*Directions for this task*
Return the entries below in their exact form, leaving the pictures out.

*Stored data entries*
▶

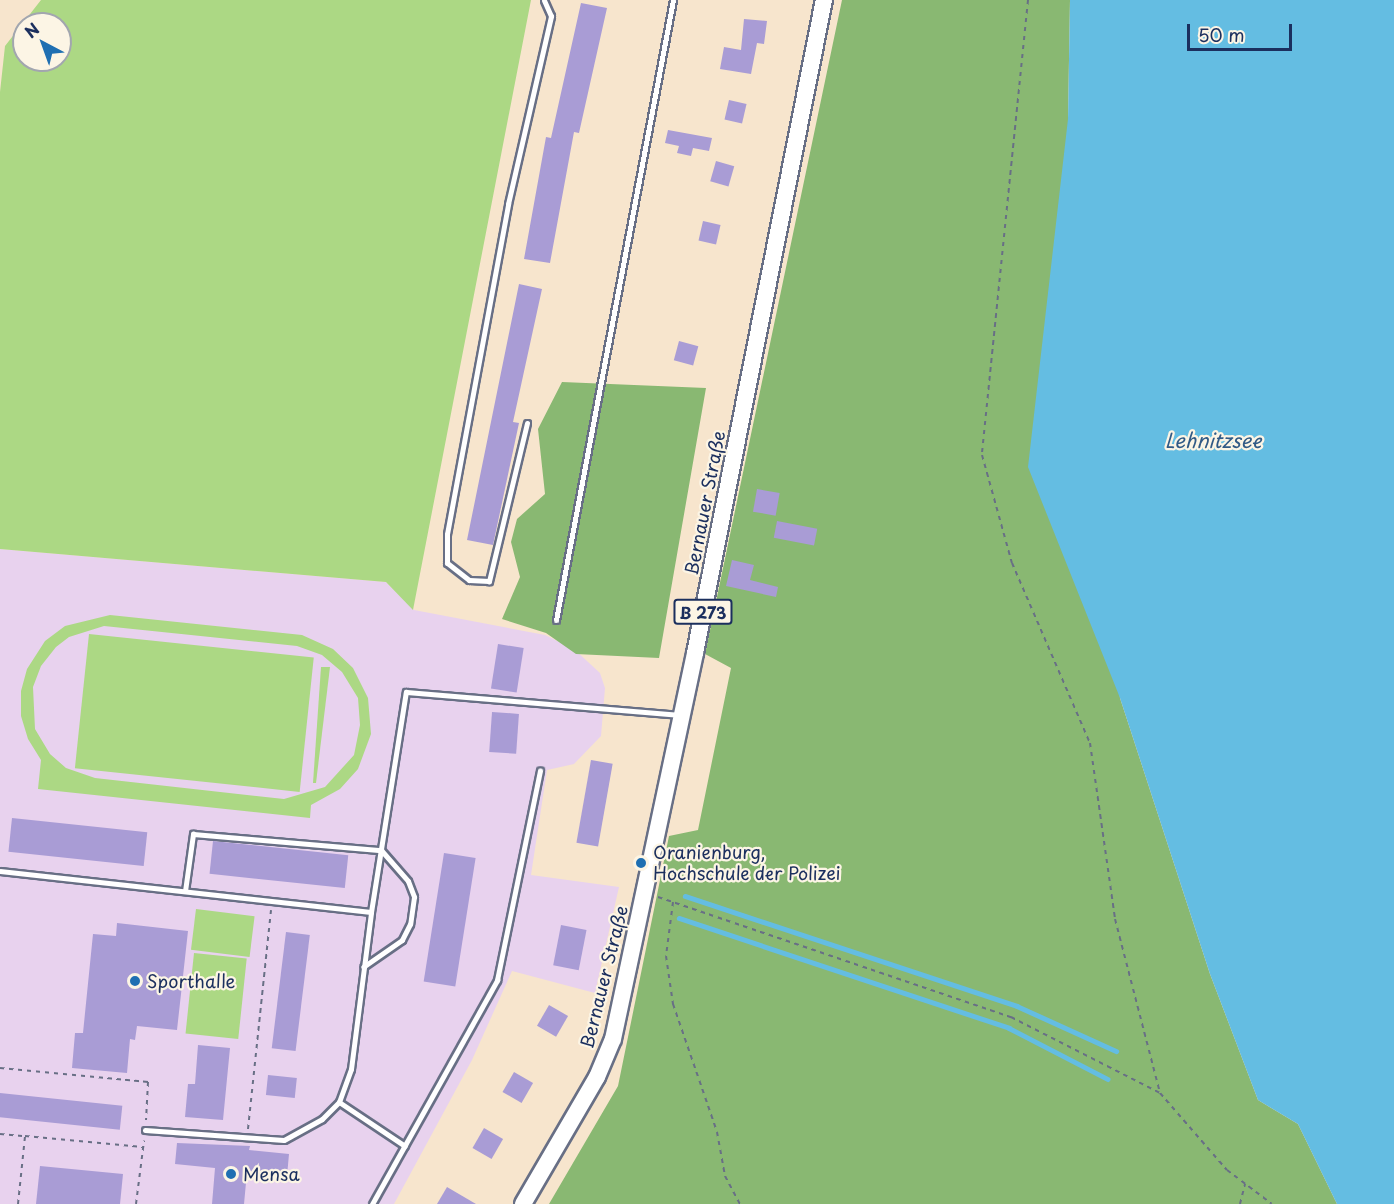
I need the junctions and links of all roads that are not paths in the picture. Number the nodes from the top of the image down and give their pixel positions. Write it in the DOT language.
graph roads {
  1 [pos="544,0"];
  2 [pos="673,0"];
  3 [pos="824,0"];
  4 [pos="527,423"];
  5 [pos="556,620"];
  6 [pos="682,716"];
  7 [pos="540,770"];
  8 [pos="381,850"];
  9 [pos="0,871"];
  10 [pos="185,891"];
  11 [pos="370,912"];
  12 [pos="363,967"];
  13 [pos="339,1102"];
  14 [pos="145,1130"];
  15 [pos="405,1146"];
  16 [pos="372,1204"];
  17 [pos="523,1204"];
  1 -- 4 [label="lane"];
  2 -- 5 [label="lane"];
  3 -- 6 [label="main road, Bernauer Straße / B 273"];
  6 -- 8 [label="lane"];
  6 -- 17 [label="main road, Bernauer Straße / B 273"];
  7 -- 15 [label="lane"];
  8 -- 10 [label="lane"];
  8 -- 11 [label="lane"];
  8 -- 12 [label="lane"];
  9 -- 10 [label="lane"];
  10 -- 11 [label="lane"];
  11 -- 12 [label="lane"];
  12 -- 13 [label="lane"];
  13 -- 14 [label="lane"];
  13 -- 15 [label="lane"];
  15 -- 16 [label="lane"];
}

◀

*Output below*
I need the junctions and links of all roads that are not paths in the picture. Number the nodes from the top of the image down and give their pixel positions. Write it in the DOT language.
graph roads {
  1 [pos="544,0"];
  2 [pos="673,0"];
  3 [pos="824,0"];
  4 [pos="527,423"];
  5 [pos="556,620"];
  6 [pos="682,716"];
  7 [pos="540,770"];
  8 [pos="381,850"];
  9 [pos="0,871"];
  10 [pos="185,891"];
  11 [pos="370,912"];
  12 [pos="363,967"];
  13 [pos="339,1102"];
  14 [pos="145,1130"];
  15 [pos="405,1146"];
  16 [pos="372,1204"];
  17 [pos="523,1204"];
  1 -- 4 [label="lane"];
  2 -- 5 [label="lane"];
  3 -- 6 [label="main road, Bernauer Straße / B 273"];
  6 -- 8 [label="lane"];
  6 -- 17 [label="main road, Bernauer Straße / B 273"];
  7 -- 15 [label="lane"];
  8 -- 10 [label="lane"];
  8 -- 11 [label="lane"];
  8 -- 12 [label="lane"];
  9 -- 10 [label="lane"];
  10 -- 11 [label="lane"];
  11 -- 12 [label="lane"];
  12 -- 13 [label="lane"];
  13 -- 14 [label="lane"];
  13 -- 15 [label="lane"];
  15 -- 16 [label="lane"];
}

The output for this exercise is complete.